Juan Espantaleón (12 March 1885 – 26 November 1966) was a Spanish film actor.

==Biography==
He was born in Seville, the son of Juan Espantaleón Perea and Luisa Torres y Torres. His father died in Madrid on December 26, 1920, at the age of 75. He made his stage debut in 1892 at the age of seven with the Compañía Novedades, where his father was the lead actor and director. From that moment on, he began an uninterrupted theatrical career that took him, successively, through the Martín, Ernesto Vilches, and Irene López Heredia theater companies, until he formed his own.

He made his film debut in 1915 and continued to make sporadic appearances until after the Spanish Civil War, notably starring in Florián Rey Nobleza baturra (1935) during that period.
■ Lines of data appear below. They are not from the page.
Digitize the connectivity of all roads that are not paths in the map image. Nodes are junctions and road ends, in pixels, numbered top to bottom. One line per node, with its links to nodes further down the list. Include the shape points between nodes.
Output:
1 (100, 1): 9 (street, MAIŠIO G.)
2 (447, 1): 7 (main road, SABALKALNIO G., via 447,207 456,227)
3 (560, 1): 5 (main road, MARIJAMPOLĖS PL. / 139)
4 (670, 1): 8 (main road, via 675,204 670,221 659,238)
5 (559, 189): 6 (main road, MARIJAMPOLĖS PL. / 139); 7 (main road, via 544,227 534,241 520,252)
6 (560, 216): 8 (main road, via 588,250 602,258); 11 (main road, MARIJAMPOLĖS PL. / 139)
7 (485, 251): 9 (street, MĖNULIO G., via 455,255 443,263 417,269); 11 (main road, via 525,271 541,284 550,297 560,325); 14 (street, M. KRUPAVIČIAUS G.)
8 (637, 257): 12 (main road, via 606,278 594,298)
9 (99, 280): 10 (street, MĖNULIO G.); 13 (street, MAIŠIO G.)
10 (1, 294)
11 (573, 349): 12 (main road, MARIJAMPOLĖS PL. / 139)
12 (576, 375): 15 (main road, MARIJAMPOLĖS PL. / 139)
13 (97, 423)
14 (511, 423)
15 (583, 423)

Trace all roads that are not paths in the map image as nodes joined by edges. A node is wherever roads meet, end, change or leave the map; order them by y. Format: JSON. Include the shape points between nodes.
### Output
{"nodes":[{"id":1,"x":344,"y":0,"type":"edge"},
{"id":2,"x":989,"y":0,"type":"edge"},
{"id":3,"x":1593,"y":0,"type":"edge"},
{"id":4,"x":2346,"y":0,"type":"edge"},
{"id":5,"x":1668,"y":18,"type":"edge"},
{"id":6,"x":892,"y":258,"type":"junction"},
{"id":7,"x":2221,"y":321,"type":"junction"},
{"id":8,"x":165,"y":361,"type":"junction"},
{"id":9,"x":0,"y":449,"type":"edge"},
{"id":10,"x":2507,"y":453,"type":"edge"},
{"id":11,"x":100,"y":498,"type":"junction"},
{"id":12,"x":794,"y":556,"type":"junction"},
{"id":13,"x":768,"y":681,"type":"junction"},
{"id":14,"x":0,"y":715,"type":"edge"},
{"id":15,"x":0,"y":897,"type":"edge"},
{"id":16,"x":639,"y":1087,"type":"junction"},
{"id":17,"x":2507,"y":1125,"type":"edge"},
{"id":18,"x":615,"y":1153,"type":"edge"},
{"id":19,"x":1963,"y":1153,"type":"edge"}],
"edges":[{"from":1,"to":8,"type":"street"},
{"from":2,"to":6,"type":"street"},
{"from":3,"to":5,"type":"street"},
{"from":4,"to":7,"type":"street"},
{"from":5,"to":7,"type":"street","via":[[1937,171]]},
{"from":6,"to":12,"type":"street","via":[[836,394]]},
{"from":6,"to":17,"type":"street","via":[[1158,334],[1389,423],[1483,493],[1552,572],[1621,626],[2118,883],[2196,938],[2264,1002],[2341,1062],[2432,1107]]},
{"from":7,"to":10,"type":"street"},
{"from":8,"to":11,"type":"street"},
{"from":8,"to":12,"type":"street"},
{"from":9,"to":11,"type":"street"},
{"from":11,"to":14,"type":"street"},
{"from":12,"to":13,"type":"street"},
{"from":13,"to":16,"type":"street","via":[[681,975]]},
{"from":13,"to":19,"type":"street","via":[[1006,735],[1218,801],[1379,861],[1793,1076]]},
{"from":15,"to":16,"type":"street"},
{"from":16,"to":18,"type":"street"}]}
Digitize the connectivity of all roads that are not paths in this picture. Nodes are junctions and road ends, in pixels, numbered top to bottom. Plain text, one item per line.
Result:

Once the war was over, he resumed his film career, which was very prolific during the 1940s, with a string of notable titles, almost always comedies directed by Juan de Orduña or Rafael Gil. In these films, he played a lovable, good-natured character type that made him one of the most popular Spanish actors of the time.

==Selected filmography==
- Currito of the Cross (1926)
- Nobleza baturra (1935)
- Huella de luz (1943)
- Eloisa Is Under an Almond Tree (1943)
- The Nail (1944)
- The Phantom and Dona Juanita (1945)
- White Mission (1946)
- The Prodigal Woman (1946)
- The Holy Queen (1947)
- The Faith (1947)
- The Princess of the Ursines (1947)
- Mare Nostrum (1948)
- Just Any Woman (1949)
- Currito of the Cross (1949)
- Night Arrival (1949)
- Agustina of Aragon (1950)
- Apollo Theatre (1950)
- Saturday Night (1950)
- The Great Galeoto (1951)
- Our Lady of Fatima (1951)

== Bibliography ==
- Luis Mariano González. Fascismo, kitsch y cine histórico español, 1939-1953. Univ de Castilla La Mancha, 2009.